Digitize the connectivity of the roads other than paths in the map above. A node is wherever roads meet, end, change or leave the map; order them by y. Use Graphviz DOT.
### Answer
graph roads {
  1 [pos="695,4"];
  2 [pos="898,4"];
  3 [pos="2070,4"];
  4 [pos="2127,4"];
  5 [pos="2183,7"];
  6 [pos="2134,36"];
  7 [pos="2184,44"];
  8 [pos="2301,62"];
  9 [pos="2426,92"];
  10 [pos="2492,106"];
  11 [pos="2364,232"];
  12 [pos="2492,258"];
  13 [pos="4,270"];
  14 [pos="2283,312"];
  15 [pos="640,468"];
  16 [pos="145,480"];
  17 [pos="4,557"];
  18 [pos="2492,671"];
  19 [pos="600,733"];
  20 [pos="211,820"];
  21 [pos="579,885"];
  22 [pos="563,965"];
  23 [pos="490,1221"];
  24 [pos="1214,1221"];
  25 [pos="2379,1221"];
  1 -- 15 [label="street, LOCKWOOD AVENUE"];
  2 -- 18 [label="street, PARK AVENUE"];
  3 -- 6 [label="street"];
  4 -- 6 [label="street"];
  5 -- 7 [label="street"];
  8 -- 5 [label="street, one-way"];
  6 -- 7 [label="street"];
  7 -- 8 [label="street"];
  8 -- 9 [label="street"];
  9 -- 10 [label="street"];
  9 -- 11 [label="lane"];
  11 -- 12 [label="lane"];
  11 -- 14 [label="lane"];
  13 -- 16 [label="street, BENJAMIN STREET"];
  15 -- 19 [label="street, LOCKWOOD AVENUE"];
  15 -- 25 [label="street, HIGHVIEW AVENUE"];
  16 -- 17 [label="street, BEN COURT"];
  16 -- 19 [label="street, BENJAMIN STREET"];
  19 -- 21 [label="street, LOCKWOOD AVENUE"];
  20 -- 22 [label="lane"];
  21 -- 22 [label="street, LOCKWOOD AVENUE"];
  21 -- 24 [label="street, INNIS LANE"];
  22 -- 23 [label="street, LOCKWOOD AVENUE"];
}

> _Aim of the exercise_: Would you set down all the lines above, exactly and in full?

> _Response to the exercise_:
Digitize the connectivity of the roads other than paths in the map above. A node is wherever roads meet, end, change or leave the map; order them by y. Use Graphviz DOT.
### Answer
graph roads {
  1 [pos="695,4"];
  2 [pos="898,4"];
  3 [pos="2070,4"];
  4 [pos="2127,4"];
  5 [pos="2183,7"];
  6 [pos="2134,36"];
  7 [pos="2184,44"];
  8 [pos="2301,62"];
  9 [pos="2426,92"];
  10 [pos="2492,106"];
  11 [pos="2364,232"];
  12 [pos="2492,258"];
  13 [pos="4,270"];
  14 [pos="2283,312"];
  15 [pos="640,468"];
  16 [pos="145,480"];
  17 [pos="4,557"];
  18 [pos="2492,671"];
  19 [pos="600,733"];
  20 [pos="211,820"];
  21 [pos="579,885"];
  22 [pos="563,965"];
  23 [pos="490,1221"];
  24 [pos="1214,1221"];
  25 [pos="2379,1221"];
  1 -- 15 [label="street, LOCKWOOD AVENUE"];
  2 -- 18 [label="street, PARK AVENUE"];
  3 -- 6 [label="street"];
  4 -- 6 [label="street"];
  5 -- 7 [label="street"];
  8 -- 5 [label="street, one-way"];
  6 -- 7 [label="street"];
  7 -- 8 [label="street"];
  8 -- 9 [label="street"];
  9 -- 10 [label="street"];
  9 -- 11 [label="lane"];
  11 -- 12 [label="lane"];
  11 -- 14 [label="lane"];
  13 -- 16 [label="street, BENJAMIN STREET"];
  15 -- 19 [label="street, LOCKWOOD AVENUE"];
  15 -- 25 [label="street, HIGHVIEW AVENUE"];
  16 -- 17 [label="street, BEN COURT"];
  16 -- 19 [label="street, BENJAMIN STREET"];
  19 -- 21 [label="street, LOCKWOOD AVENUE"];
  20 -- 22 [label="lane"];
  21 -- 22 [label="street, LOCKWOOD AVENUE"];
  21 -- 24 [label="street, INNIS LANE"];
  22 -- 23 [label="street, LOCKWOOD AVENUE"];
}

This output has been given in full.